"""

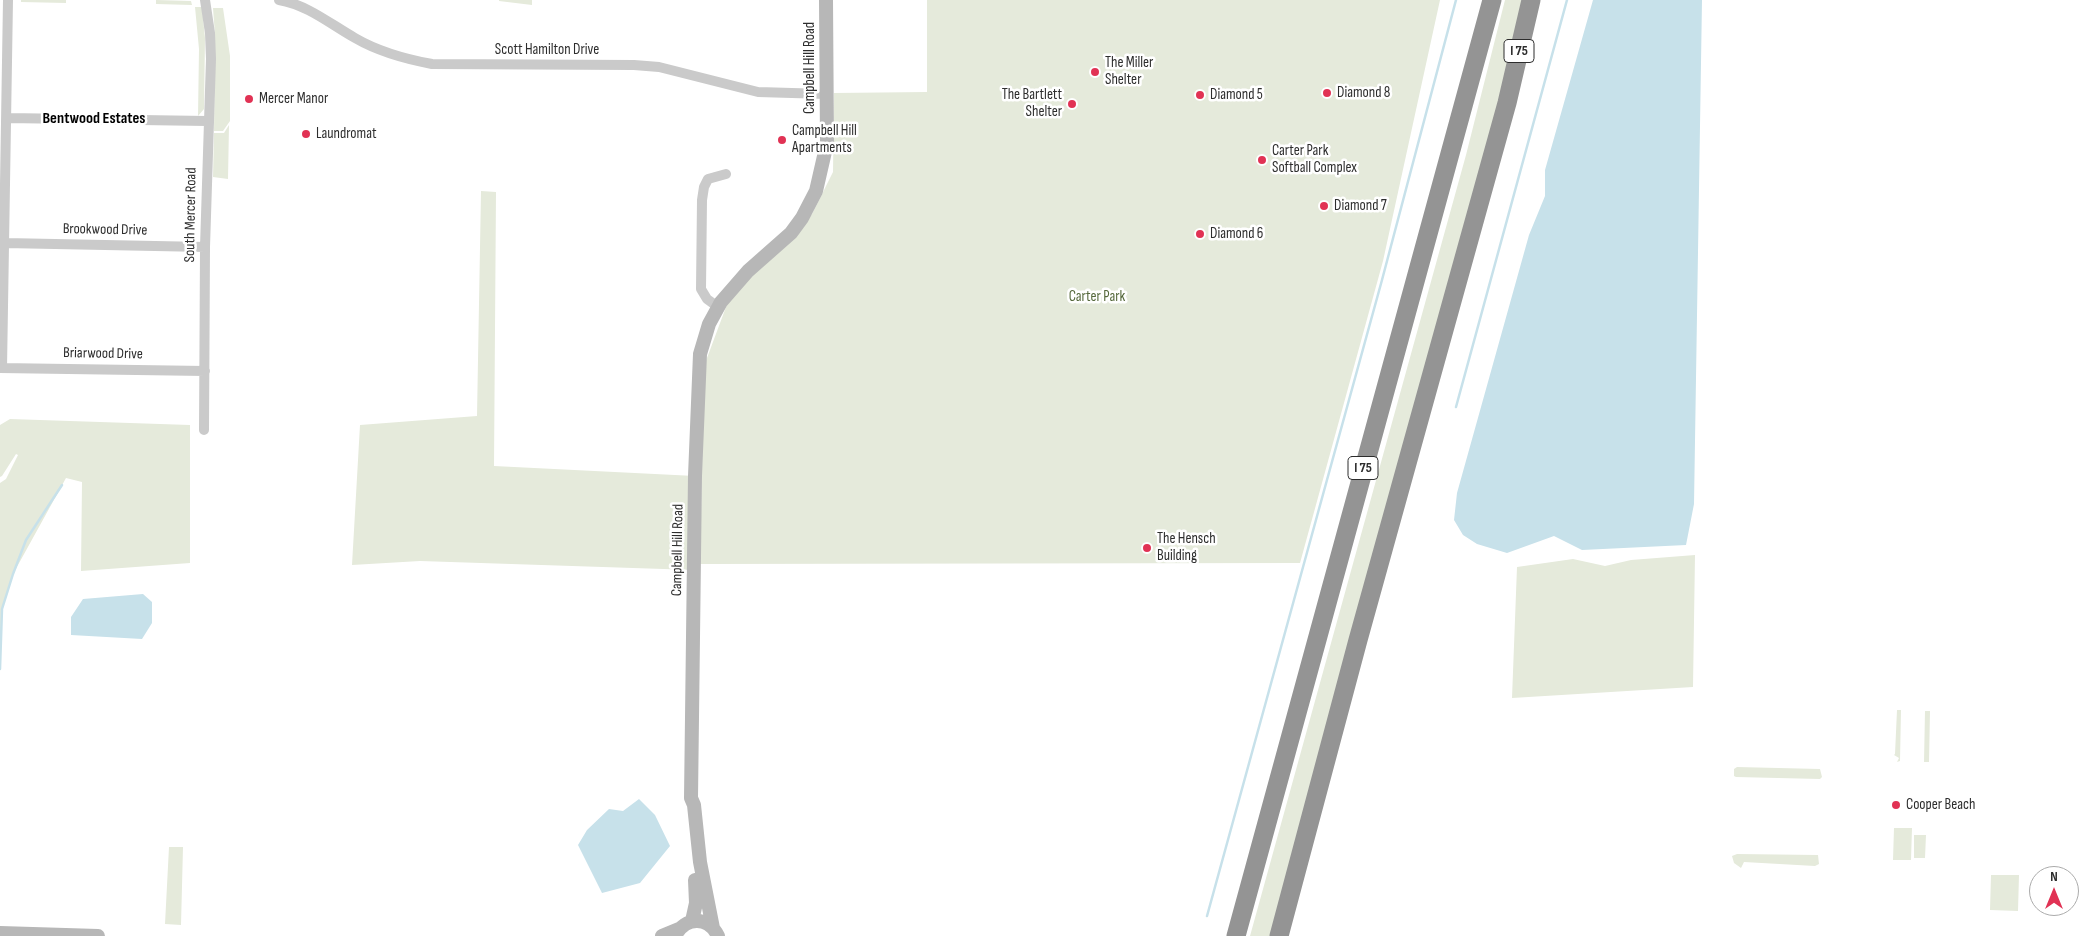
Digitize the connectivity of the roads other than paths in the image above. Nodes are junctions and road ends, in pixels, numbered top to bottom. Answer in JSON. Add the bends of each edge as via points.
{"nodes":[{"id":1,"x":8,"y":0,"type":"edge"},
{"id":2,"x":205,"y":0,"type":"edge"},
{"id":3,"x":279,"y":0,"type":"edge"},
{"id":4,"x":826,"y":0,"type":"edge"},
{"id":5,"x":1482,"y":0,"type":"edge"},
{"id":6,"x":1492,"y":0,"type":"edge"},
{"id":7,"x":1531,"y":0,"type":"edge"},
{"id":8,"x":1540,"y":0,"type":"edge"},
{"id":9,"x":1467,"y":89,"type":"junction"},
{"id":10,"x":826,"y":94,"type":"junction"},
{"id":11,"x":1507,"y":103,"type":"junction"},
{"id":12,"x":8,"y":118,"type":"junction"},
{"id":13,"x":208,"y":121,"type":"junction"},
{"id":14,"x":726,"y":174,"type":"dead end"},
{"id":15,"x":6,"y":243,"type":"junction"},
{"id":16,"x":205,"y":247,"type":"junction"},
{"id":17,"x":718,"y":306,"type":"junction"},
{"id":18,"x":1,"y":368,"type":"edge"},
{"id":19,"x":205,"y":371,"type":"junction"},
{"id":20,"x":204,"y":430,"type":"dead end"},
{"id":21,"x":691,"y":798,"type":"junction"},
{"id":22,"x":692,"y":921,"type":"junction"},
{"id":23,"x":677,"y":932,"type":"edge"},
{"id":24,"x":715,"y":932,"type":"edge"},
{"id":25,"x":0,"y":933,"type":"edge"},
{"id":26,"x":98,"y":936,"type":"edge"},
{"id":27,"x":662,"y":936,"type":"edge"},
{"id":28,"x":1236,"y":936,"type":"edge"},
{"id":29,"x":1279,"y":936,"type":"edge"}],
"edges":[{"from":1,"to":12,"type":"street"},
{"from":2,"to":13,"type":"street","name":"South Mercer Road","via":[[211,59]]},
{"from":3,"to":10,"type":"street","name":"Scott Hamilton Drive","via":[[320,16],[379,50],[432,64],[634,65],[659,67],[758,92]]},
{"from":4,"to":10,"type":"main road","name":"Campbell Hill Road"},
{"from":5,"to":9,"type":"highway"},
{"from":6,"to":9,"type":"highway","number":"I 75"},
{"from":7,"to":11,"type":"highway","number":"I 75"},
{"from":8,"to":11,"type":"highway"},
{"from":9,"to":28,"type":"highway","number":"I 75"},
{"from":10,"to":17,"type":"main road","name":"Campbell Hill Road","via":[[826,150],[812,202],[791,233],[735,284]]},
{"from":11,"to":29,"type":"highway","number":"I 75"},
{"from":12,"to":13,"type":"street"},
{"from":12,"to":15,"type":"street"},
{"from":13,"to":16,"type":"street","name":"South Mercer Road"},
{"from":14,"to":17,"type":"street","via":[[708,179],[702,200],[701,290]]},
{"from":15,"to":16,"type":"street","name":"Brookwood Drive"},
{"from":15,"to":18,"type":"street"},
{"from":16,"to":19,"type":"street","name":"South Mercer Road"},
{"from":17,"to":21,"type":"main road","name":"Campbell Hill Road","via":[[704,336],[698,373]]},
{"from":18,"to":19,"type":"street","name":"Briarwood Drive"},
{"from":19,"to":20,"type":"street","name":"South Mercer Road"},
{"from":21,"to":22,"type":"main road","name":"Campbell Hill Road","via":[[687,804],[697,895]]},
{"from":21,"to":24,"type":"main road","name":"Campbell Hill Road"},
{"from":22,"to":23,"type":"main road"},
{"from":22,"to":24,"type":"main road","via":[[702,921]]},
{"from":23,"to":27,"type":"main road"},
{"from":25,"to":26,"type":"main road"}]}
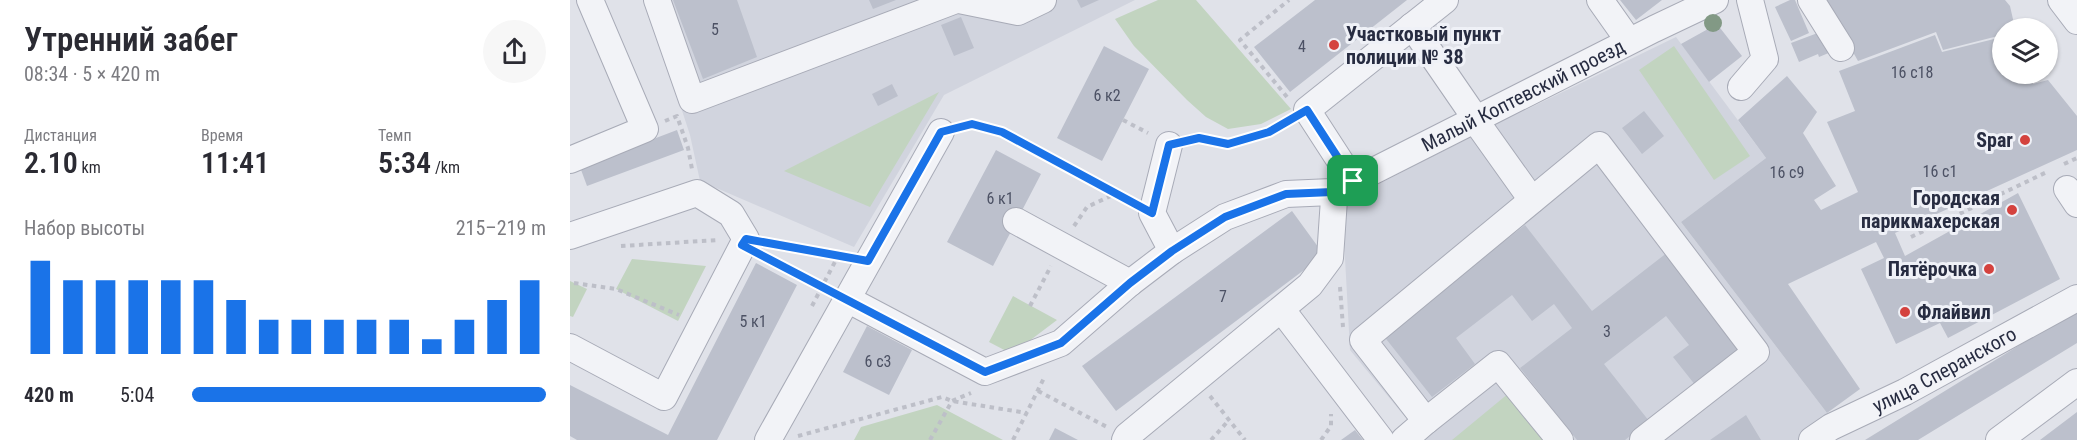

"""

### Exercise instructions
Retype the lines above exactly, no pictures.

### Your response
Digitize the connectivity of the roads other than paths in the image above. Nodes are junctions and road ends, in pixels, numbered top to bottom. Answer in JSON. Add the bends of each edge as via points.
{"nodes":[{"id":1,"x":8,"y":0,"type":"edge"},
{"id":2,"x":205,"y":0,"type":"edge"},
{"id":3,"x":279,"y":0,"type":"edge"},
{"id":4,"x":826,"y":0,"type":"edge"},
{"id":5,"x":1482,"y":0,"type":"edge"},
{"id":6,"x":1492,"y":0,"type":"edge"},
{"id":7,"x":1531,"y":0,"type":"edge"},
{"id":8,"x":1540,"y":0,"type":"edge"},
{"id":9,"x":1467,"y":89,"type":"junction"},
{"id":10,"x":826,"y":94,"type":"junction"},
{"id":11,"x":1507,"y":103,"type":"junction"},
{"id":12,"x":8,"y":118,"type":"junction"},
{"id":13,"x":208,"y":121,"type":"junction"},
{"id":14,"x":726,"y":174,"type":"dead end"},
{"id":15,"x":6,"y":243,"type":"junction"},
{"id":16,"x":205,"y":247,"type":"junction"},
{"id":17,"x":718,"y":306,"type":"junction"},
{"id":18,"x":1,"y":368,"type":"edge"},
{"id":19,"x":205,"y":371,"type":"junction"},
{"id":20,"x":204,"y":430,"type":"dead end"},
{"id":21,"x":691,"y":798,"type":"junction"},
{"id":22,"x":692,"y":921,"type":"junction"},
{"id":23,"x":677,"y":932,"type":"edge"},
{"id":24,"x":715,"y":932,"type":"edge"},
{"id":25,"x":0,"y":933,"type":"edge"},
{"id":26,"x":98,"y":936,"type":"edge"},
{"id":27,"x":662,"y":936,"type":"edge"},
{"id":28,"x":1236,"y":936,"type":"edge"},
{"id":29,"x":1279,"y":936,"type":"edge"}],
"edges":[{"from":1,"to":12,"type":"street"},
{"from":2,"to":13,"type":"street","name":"South Mercer Road","via":[[211,59]]},
{"from":3,"to":10,"type":"street","name":"Scott Hamilton Drive","via":[[320,16],[379,50],[432,64],[634,65],[659,67],[758,92]]},
{"from":4,"to":10,"type":"main road","name":"Campbell Hill Road"},
{"from":5,"to":9,"type":"highway"},
{"from":6,"to":9,"type":"highway","number":"I 75"},
{"from":7,"to":11,"type":"highway","number":"I 75"},
{"from":8,"to":11,"type":"highway"},
{"from":9,"to":28,"type":"highway","number":"I 75"},
{"from":10,"to":17,"type":"main road","name":"Campbell Hill Road","via":[[826,150],[812,202],[791,233],[735,284]]},
{"from":11,"to":29,"type":"highway","number":"I 75"},
{"from":12,"to":13,"type":"street"},
{"from":12,"to":15,"type":"street"},
{"from":13,"to":16,"type":"street","name":"South Mercer Road"},
{"from":14,"to":17,"type":"street","via":[[708,179],[702,200],[701,290]]},
{"from":15,"to":16,"type":"street","name":"Brookwood Drive"},
{"from":15,"to":18,"type":"street"},
{"from":16,"to":19,"type":"street","name":"South Mercer Road"},
{"from":17,"to":21,"type":"main road","name":"Campbell Hill Road","via":[[704,336],[698,373]]},
{"from":18,"to":19,"type":"street","name":"Briarwood Drive"},
{"from":19,"to":20,"type":"street","name":"South Mercer Road"},
{"from":21,"to":22,"type":"main road","name":"Campbell Hill Road","via":[[687,804],[697,895]]},
{"from":21,"to":24,"type":"main road","name":"Campbell Hill Road"},
{"from":22,"to":23,"type":"main road"},
{"from":22,"to":24,"type":"main road","via":[[702,921]]},
{"from":23,"to":27,"type":"main road"},
{"from":25,"to":26,"type":"main road"}]}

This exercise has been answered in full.